There are an estimated 136,000 people living on conditions of modern slavery un the United Kingdom (Global Slavery Index 2018). According to the 2017 annual figures provided by the National Crime Agency, 5, 145 potential victims of modern slavery were referred through the National Referral Mechanism in 2017, of whom 2,454 were female, 2688 were male and 3 were transgender, with 41% of all referrals being children at the time of exploitation. People are subjected to slavery in the UK in the form of domestic servitude, labour exploitation, organ harvesting and sexual exploitation, with the largest number of potential victims originating from Albania, China, Vietnam and Nigeria. This data however does not consider the unknown numbers of victims that are not reported. Anna was living in Albania when she ran away with her boyfriend to escape an arranged marriage. She travelled to Kosovo where she thought she would build a life with the man she loved. However, instead Anna was forced in to a room, locked up and was repeatedly raped by up to ten men a day. Anna was moved from place to place, never knowing where she was.
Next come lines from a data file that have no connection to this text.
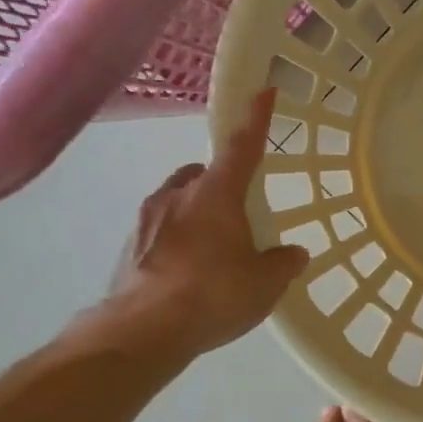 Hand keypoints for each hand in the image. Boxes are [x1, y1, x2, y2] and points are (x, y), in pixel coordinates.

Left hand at [94, 88, 309, 364]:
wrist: (142, 331)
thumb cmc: (214, 294)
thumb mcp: (266, 282)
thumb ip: (283, 262)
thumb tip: (293, 253)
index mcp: (216, 194)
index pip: (242, 146)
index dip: (257, 118)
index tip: (264, 90)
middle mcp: (177, 195)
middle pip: (204, 174)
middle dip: (221, 184)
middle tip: (240, 214)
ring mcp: (146, 219)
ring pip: (178, 201)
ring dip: (197, 214)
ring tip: (215, 251)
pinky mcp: (129, 247)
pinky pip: (160, 231)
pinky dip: (177, 241)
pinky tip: (189, 275) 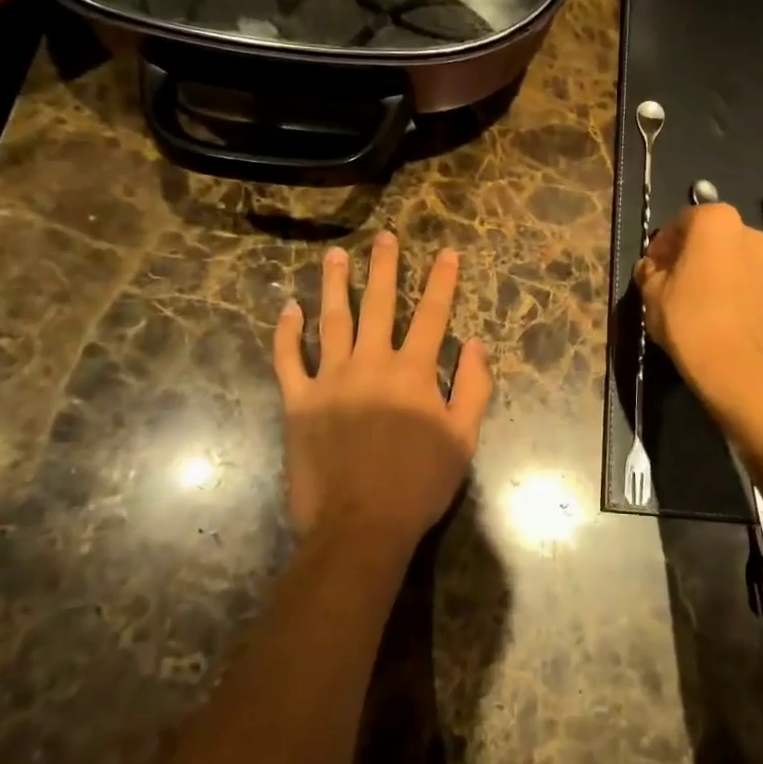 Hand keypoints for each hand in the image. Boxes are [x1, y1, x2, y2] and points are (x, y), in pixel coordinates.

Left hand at [273, 232, 492, 555]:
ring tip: (335, 255)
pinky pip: (289, 359)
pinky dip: (287, 333)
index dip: (441, 282)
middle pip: (378, 304)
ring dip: (334, 284)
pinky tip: (289, 309)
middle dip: (384, 267)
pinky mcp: (298, 401)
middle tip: (384, 237)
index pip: (432, 315)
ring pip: (331, 320)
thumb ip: (472, 388)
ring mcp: (330, 379)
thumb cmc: (418, 484)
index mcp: (413, 372)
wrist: (360, 526)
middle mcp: (371, 363)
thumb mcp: (462, 439)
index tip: (446, 253)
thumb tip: (474, 344)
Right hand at [636, 202, 762, 407]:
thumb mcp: (652, 291)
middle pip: (707, 236)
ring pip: (727, 258)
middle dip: (686, 253)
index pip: (680, 221)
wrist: (734, 366)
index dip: (662, 243)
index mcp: (716, 221)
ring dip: (708, 269)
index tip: (651, 265)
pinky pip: (741, 279)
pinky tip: (709, 311)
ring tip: (687, 297)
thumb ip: (649, 270)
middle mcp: (747, 233)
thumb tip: (650, 267)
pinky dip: (725, 286)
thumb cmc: (687, 317)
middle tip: (666, 278) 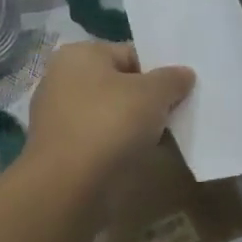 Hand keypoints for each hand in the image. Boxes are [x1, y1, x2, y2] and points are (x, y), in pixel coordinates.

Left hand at [24, 41, 194, 189]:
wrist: (67, 188)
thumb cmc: (109, 124)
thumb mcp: (153, 94)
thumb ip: (172, 79)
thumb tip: (184, 74)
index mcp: (79, 54)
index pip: (130, 54)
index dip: (159, 72)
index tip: (180, 93)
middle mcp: (62, 79)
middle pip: (120, 84)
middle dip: (147, 100)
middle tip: (174, 115)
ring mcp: (58, 116)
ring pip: (110, 113)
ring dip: (134, 125)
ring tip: (161, 139)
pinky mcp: (60, 149)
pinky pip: (99, 139)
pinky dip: (118, 146)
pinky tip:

She was finally able to escape while in England and was referred to Hestia.
There are an estimated 610,000 people living in conditions of modern slavery in Thailand (GSI 2018). Men, women and children are victims of human trafficking for forced labour in the Thai fishing industry, subjected to physical abuse, excessive and inhumane working hours, sleep and food deprivation, forced use of methamphetamines and long trips at sea confined to the vessel. Due to the fishing industry relying on trans-shipments at sea to reduce expenditure, some find themselves trapped on long-haul trawlers for years at a time. This makes the monitoring of enslaves labour on fishing vessels costly and difficult. Borey was trafficked from Cambodia on to a Thai fishing vessel. Though he has now escaped conditions of slavery, Borey still suffers mental health issues from his trauma.
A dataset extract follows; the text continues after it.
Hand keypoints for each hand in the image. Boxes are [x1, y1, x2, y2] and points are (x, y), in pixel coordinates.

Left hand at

The US Department of Justice estimates that of the 14,500 and 17,500 foreign-born individuals trafficked into the US annually, some 80 percent are female, and 70 percent of these women end up as sex slaves. Feeder countries include Albania, the Philippines, Thailand, Mexico (many from the central region of Tlaxcala, a haven for modern-day slave traders), Nigeria, and Ukraine. Often the women are forced to work to pay off the debts imposed by their smugglers—debts ranging from $40,000 to $60,000 per person. They might perform 4000 acts of sexual intercourse each year to meet their quota, at $10 to $25 per act. In 1997, at the age of 18, Inez was trafficked from Mexico into sex slavery in the US. She was transported into Texas, then to a trailer in Florida. Up to four young women worked in the same trailer, each of them having sex with up to 35 men a day, for 12 hours a day. They were constantly guarded, and beaten and raped by their bosses. After she had been enslaved for several months, FBI agents, along with agents from the Immigration and Naturalization Service and local law offices, raided the brothel. Some of her captors were tried, others escaped and returned to Mexico. Inez now observes that she cannot “seem to get past the ordeal” of slavery. The turning-point from slavery to freedom has not occurred: Inez’s narrative is filled with phrases like “I will never forget,” “I try to act like a normal girl, but it is not always easy,” “I lack confidence and never feel secure.”
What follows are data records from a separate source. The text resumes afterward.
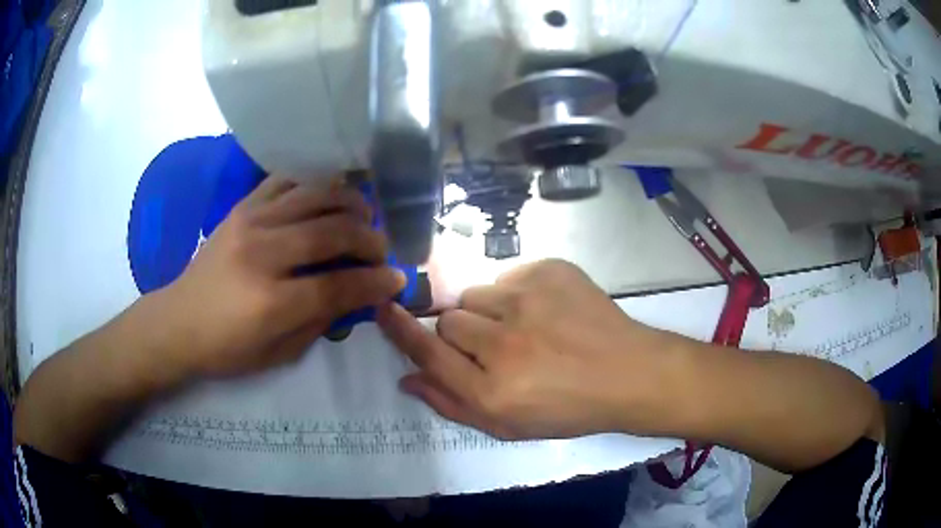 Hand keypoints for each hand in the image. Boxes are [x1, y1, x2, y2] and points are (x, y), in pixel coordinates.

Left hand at [156, 176, 405, 377]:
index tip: (397, 279)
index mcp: (271, 302)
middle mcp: (262, 253)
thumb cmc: (227, 348)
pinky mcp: (241, 207)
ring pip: (314, 195)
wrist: (178, 321)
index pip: (338, 285)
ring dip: (349, 202)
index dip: (375, 282)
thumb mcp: (279, 353)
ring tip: (363, 216)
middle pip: (331, 231)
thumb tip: (358, 293)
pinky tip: (326, 198)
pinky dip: (314, 184)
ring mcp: (250, 222)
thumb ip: (321, 321)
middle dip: (369, 239)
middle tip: (382, 249)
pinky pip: (286, 181)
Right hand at [377, 259, 682, 439]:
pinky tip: (547, 312)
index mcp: (492, 391)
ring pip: (476, 295)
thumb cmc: (568, 408)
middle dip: (462, 334)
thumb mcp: (508, 426)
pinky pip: (507, 276)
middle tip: (495, 347)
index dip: (400, 330)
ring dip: (489, 312)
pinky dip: (518, 294)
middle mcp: (504, 344)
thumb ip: (451, 404)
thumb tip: (407, 379)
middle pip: (449, 320)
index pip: (428, 352)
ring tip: (525, 328)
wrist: (629, 373)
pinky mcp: (549, 271)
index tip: (384, 309)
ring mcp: (528, 300)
Carina, like many other children in Haiti, became a Restavèk worker. Restavèk is a traditional system in which Haitian children from homes suffering economic and social difficulties are sent by parents to live with other families and work for them as domestic servants. There is a perception that the child will be enrolled in school by the host household and treated like one of the family, but often the reality is completely different. For many children, the day is filled with work. As Carina describes, even the youngest are expected to fetch heavy buckets of water, hand-wash clothes, carry loads to and from the marketplace, and work in the fields—often laboring for 14 hours a day for no pay. Carina’s story suggests that a model of community education and resistance against the Restavèk system has been effective at freeing children and returning them home.